*Exercise objective*
Every entry below should be reproduced exactly, with all pictures left out.

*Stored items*
········

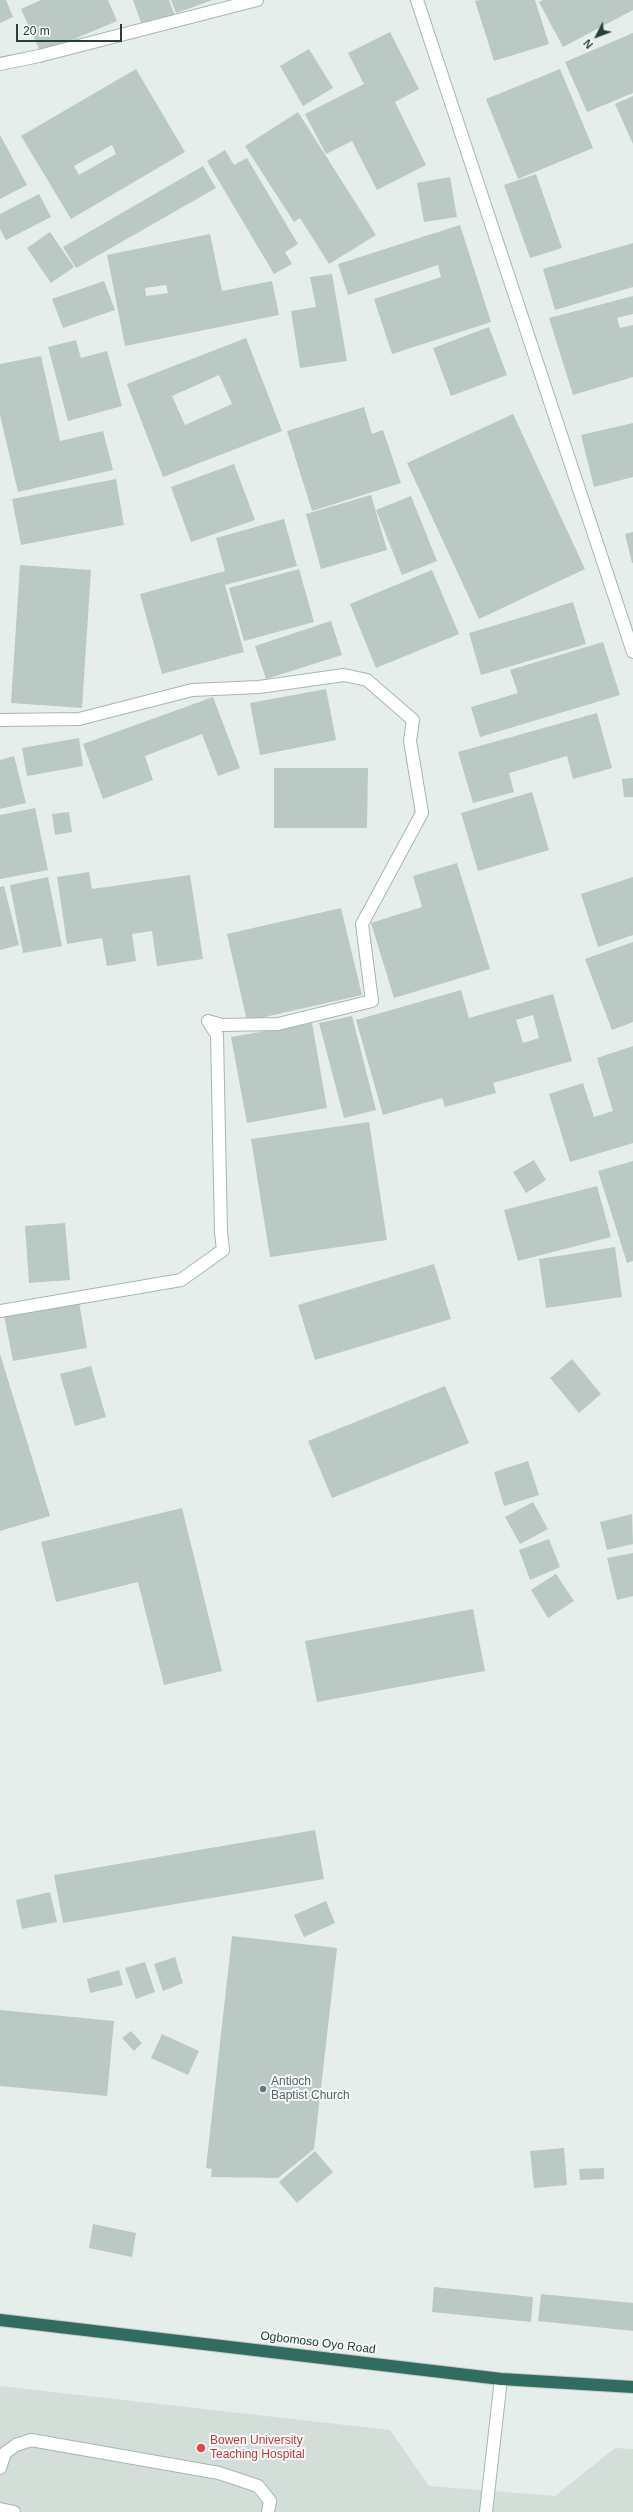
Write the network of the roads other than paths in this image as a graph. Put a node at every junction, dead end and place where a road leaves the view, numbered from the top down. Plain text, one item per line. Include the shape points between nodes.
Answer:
1 (257, 0) edge
2 (417, 0) edge
3 (0, 64) edge
4 (633, 652) edge
5 (0, 720) edge
6 (0, 1311) edge
7 (0, 2320) edge
8 (501, 2378) junction
9 (633, 2387) edge
10 (0, 2468) edge
11 (0, 2509) edge
12 (14, 2512) edge
13 (268, 2512) edge
14 (486, 2512) edge

1 - 3 street
2 - 4 street
5 - 6 street via 79,720 192,690 259,687 344,675 367,680 413,720 410,741 422,813 362,924 372,1001 278,1024 222,1026 208,1021 217,1035 223,1250 181,1280
7 - 8 highway, Ogbomoso Oyo Road
8 - 9 highway, Ogbomoso Oyo Road
8 - 14 street
10 - 13 street via 5,2453 16,2445 31,2440 219,2473 258,2486 270,2501
11 - 12 street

········

*Written answer*
Write the network of the roads other than paths in this image as a graph. Put a node at every junction, dead end and place where a road leaves the view, numbered from the top down. Plain text, one item per line. Include the shape points between nodes.
Answer:
1 (257, 0) edge
2 (417, 0) edge
3 (0, 64) edge
4 (633, 652) edge
5 (0, 720) edge
6 (0, 1311) edge
7 (0, 2320) edge
8 (501, 2378) junction
9 (633, 2387) edge
10 (0, 2468) edge
11 (0, 2509) edge
12 (14, 2512) edge
13 (268, 2512) edge
14 (486, 2512) edge

1 - 3 street
2 - 4 street
5 - 6 street via 79,720 192,690 259,687 344,675 367,680 413,720 410,741 422,813 362,924 372,1001 278,1024 222,1026 208,1021 217,1035 223,1250 181,1280
7 - 8 highway, Ogbomoso Oyo Road
8 - 9 highway, Ogbomoso Oyo Road
8 - 14 street
10 - 13 street via 5,2453 16,2445 31,2440 219,2473 258,2486 270,2501
11 - 12 street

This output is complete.